Not every writer is as gonzo as Keyhoe. For every UFOologist in the bunch, there’s a Bill Garrett, the revered Vietnam War correspondent who went on to become the publication’s editor in chief, famously publishing Steve McCurry’s “Afghan girl” in 1985. The image of a young girl’s piercing green eyes set inside of a red hood is still regarded as one of the most iconic travel photos ever produced, and Garrett’s leadership helped create a platform for photojournalists as legitimate storytellers. Garrett would famously quit the publication in 1990 during a dispute over creative direction, but his legacy lives on in the catalogues of Berkeley.
By nightfall, I’ve migrated to Henry’s, the hotel’s in-house pub. In truth, Henry’s is mostly an extension of the lobby that adds tables, window seats and a traditional British bar top to the equation. It’s a convenient spot to saunter in with another handful of magazines, grab a pint and keep the inquisition going. The staff is chipper and downright friendly. They have no clue that I’m feeling low after a Zoom meeting with National Geographic Expeditions confirms I will not be as fortunate as McCurry, Garrett or Keyhoe for now. But the sting of this most recent travel writing rejection is blunted by the decades of successful storytelling in front of me. “I can write this s***,” I blurt to my partner over our second pint. “I mean, it’s all fantastic writing, but I can do it.”
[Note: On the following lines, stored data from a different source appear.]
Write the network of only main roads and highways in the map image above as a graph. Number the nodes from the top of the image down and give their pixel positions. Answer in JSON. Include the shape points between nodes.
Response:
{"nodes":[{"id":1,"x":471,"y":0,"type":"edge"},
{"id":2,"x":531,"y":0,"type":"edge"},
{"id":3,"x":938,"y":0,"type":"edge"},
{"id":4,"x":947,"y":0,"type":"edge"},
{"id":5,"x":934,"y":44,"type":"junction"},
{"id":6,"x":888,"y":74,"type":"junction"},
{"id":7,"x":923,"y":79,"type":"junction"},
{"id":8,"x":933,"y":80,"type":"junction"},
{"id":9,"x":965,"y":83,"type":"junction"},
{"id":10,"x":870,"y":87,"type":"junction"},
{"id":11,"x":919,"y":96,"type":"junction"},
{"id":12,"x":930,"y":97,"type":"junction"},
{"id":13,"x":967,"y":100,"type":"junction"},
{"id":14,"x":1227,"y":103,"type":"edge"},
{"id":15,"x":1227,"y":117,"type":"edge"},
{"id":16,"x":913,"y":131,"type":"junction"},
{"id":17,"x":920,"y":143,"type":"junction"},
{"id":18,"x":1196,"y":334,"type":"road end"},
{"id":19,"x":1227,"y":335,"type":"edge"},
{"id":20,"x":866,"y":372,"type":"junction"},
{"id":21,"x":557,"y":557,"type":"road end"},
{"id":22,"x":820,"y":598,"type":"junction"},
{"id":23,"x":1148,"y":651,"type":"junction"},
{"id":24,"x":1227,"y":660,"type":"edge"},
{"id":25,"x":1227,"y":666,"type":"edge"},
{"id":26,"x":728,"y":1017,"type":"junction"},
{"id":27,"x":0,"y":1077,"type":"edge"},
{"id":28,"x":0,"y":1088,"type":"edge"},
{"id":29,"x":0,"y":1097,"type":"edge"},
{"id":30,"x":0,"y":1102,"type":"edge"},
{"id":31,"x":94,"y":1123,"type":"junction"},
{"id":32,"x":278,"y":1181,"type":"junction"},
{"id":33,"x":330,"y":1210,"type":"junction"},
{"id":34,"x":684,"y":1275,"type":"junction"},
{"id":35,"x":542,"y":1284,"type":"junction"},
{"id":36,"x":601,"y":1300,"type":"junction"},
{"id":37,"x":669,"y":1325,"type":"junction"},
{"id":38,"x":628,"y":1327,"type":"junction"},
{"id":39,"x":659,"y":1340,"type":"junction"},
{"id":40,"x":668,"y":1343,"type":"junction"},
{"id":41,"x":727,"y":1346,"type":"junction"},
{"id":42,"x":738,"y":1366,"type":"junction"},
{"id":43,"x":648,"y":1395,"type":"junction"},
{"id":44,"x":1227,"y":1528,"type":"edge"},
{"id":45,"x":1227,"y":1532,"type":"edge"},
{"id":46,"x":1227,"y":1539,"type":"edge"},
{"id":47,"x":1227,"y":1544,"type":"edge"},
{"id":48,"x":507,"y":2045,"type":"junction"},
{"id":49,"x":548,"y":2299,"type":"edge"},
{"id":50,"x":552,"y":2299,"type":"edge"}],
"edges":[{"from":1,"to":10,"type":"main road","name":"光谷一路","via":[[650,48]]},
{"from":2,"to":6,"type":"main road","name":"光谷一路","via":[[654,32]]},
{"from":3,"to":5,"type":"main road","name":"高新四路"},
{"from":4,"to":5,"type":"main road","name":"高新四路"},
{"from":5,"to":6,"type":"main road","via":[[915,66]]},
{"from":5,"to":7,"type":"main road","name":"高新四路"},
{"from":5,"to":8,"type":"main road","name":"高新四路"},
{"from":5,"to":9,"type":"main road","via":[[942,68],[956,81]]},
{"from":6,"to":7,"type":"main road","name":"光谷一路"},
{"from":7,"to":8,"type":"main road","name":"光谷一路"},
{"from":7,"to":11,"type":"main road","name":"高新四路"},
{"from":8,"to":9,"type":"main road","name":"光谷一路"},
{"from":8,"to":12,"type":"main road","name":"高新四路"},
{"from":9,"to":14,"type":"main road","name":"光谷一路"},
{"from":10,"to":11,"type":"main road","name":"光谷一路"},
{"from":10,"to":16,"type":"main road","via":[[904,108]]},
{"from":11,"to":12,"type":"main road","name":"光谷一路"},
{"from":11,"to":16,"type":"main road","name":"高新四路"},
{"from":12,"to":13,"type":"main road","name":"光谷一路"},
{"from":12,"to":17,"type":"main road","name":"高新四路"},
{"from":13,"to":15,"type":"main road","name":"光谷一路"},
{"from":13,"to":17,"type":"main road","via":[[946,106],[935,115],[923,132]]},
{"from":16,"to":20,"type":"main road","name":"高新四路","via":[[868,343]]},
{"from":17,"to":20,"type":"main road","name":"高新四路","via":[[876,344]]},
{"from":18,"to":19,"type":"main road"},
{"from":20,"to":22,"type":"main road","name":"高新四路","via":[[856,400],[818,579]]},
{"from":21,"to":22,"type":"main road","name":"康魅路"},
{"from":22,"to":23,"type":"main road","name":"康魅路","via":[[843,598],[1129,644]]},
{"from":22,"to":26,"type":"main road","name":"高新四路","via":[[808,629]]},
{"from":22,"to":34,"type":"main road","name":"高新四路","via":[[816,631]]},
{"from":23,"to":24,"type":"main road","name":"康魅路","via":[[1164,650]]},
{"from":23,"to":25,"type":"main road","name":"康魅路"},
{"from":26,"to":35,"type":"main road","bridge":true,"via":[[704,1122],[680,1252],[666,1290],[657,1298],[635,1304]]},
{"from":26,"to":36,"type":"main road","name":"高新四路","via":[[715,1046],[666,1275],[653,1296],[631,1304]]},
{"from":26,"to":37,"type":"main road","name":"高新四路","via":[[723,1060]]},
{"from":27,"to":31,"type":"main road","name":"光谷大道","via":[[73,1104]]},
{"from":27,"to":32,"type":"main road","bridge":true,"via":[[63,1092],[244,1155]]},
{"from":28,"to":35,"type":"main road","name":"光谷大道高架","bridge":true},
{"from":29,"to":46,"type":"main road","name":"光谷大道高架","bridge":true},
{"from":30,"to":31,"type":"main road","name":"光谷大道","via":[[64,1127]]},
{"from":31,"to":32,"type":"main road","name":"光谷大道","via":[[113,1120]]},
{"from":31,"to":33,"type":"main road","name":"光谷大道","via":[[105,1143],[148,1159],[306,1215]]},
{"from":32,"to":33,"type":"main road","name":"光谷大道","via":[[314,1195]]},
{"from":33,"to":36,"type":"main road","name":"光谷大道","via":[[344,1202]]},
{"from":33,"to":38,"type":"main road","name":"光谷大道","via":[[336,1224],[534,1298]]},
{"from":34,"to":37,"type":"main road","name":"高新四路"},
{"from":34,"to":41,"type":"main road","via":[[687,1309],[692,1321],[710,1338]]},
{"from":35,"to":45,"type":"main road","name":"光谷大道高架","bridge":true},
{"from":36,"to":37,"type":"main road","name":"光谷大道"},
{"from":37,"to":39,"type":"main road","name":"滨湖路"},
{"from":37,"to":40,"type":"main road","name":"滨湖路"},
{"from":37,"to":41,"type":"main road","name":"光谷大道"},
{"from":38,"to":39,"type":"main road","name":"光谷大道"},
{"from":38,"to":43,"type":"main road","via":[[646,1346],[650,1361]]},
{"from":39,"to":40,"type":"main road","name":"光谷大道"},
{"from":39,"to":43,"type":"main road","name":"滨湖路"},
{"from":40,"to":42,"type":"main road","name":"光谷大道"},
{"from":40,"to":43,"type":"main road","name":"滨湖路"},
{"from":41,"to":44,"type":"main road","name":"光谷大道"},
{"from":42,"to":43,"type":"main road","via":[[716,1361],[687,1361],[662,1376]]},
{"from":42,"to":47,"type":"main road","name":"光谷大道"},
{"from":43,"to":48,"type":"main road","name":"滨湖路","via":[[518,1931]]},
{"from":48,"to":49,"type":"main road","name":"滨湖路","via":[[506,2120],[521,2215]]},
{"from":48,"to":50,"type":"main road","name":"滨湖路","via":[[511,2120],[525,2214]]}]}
For now, I’m writing about other people’s writing and the notoriety that this collection is beginning to attract. Many of them are dead. But among the living, I learn that the nearby luminescent wall made of 10,000 spines worth of Pantone 115 C yellow bindings is not the only National Geographic archive in the United States. There’s another—in the National Geographic Society headquarters in Washington, D.C. But that’s more than 2,500 miles away; and surely there’s no more relaxed spot to spend a day behind the keyboard or a night at the bar perusing the pages of history than Berkeley.
In Berkeley, the archive is about 30 yards from an omnipresent throng of pullover-clad college students grabbing a seven dollar slice at Artichoke Basille’s Pizza. The Margherita with plum tomato and basil there comes with a side of “Here ya go. Now f*** off” that one might have a difficult time conjuring at LeDeSales, the French restaurant located across the street from the society’s bookshelves in D.C. And while you might be able to casually stroll to The White House from the East Coast enclave; on the West Coast, a five-minute walk puts you inside the Dungeons and Dragons-lined halls of Games of Berkeley where chill vibes, miniature dragons and dice await.
Just as this archive is not a one-off, neither is its host hotel. The Graduate Berkeley is part of a network of hotels all based around college campuses across the country. Many of them, I’m told, feature unique lobby installations of their own. In Eugene, Oregon, a vintage Nike shoe collection welcomes guests with dozens of old school waffle racers. In Fayetteville, Arkansas, a collection of vintage, picker-style Americana signs await. In Seattle, two stories of retired amplifiers pay homage to the city’s rock scene. And in New York, a fully-fledged, 25,000-book library unfurls.
The situation in California feels unique, though. Because guests have become so passionate that they’re donating their personal collections to what might otherwise be a faceless brand.
“I think people feel strongly because of the nostalgia that National Geographic invokes,” adds McDermott. “Most people can immediately recognize that pantone color because they grew up flipping through its pages. Almost every person guesses right when they ask if those are National Geographic magazines lining the wall. Storytelling and nostalgia are at the core of each Graduate, so to be able to evoke such a strong emotional response beginning the moment our guests check in, means we’ve truly succeeded.”